* [THE TASK]:
Which lines in the records below contain the word "Digitize"? Report each of them.

* [DATA TO USE]:
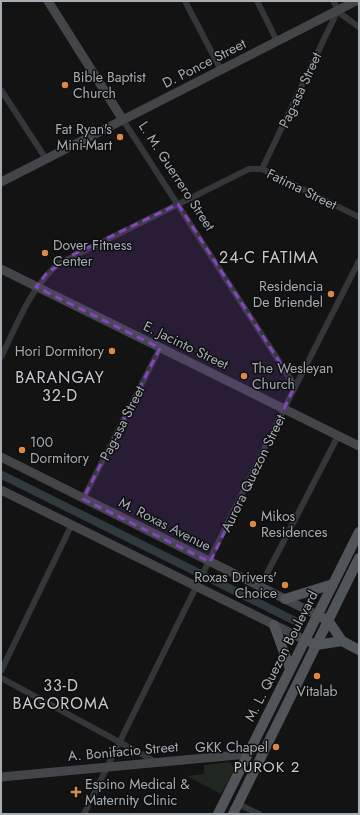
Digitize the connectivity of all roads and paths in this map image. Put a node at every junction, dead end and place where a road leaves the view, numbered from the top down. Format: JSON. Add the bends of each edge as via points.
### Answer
* * *
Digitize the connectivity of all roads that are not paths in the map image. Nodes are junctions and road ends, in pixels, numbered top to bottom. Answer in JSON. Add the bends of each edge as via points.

* [THE COMPLETED TASK]:
Digitize the connectivity of all roads and paths in this map image. Put a node at every junction, dead end and place where a road leaves the view, numbered from the top down. Format: JSON. Add the bends of each edge as via points.
Digitize the connectivity of all roads that are not paths in the map image. Nodes are junctions and road ends, in pixels, numbered top to bottom. Answer in JSON. Add the bends of each edge as via points.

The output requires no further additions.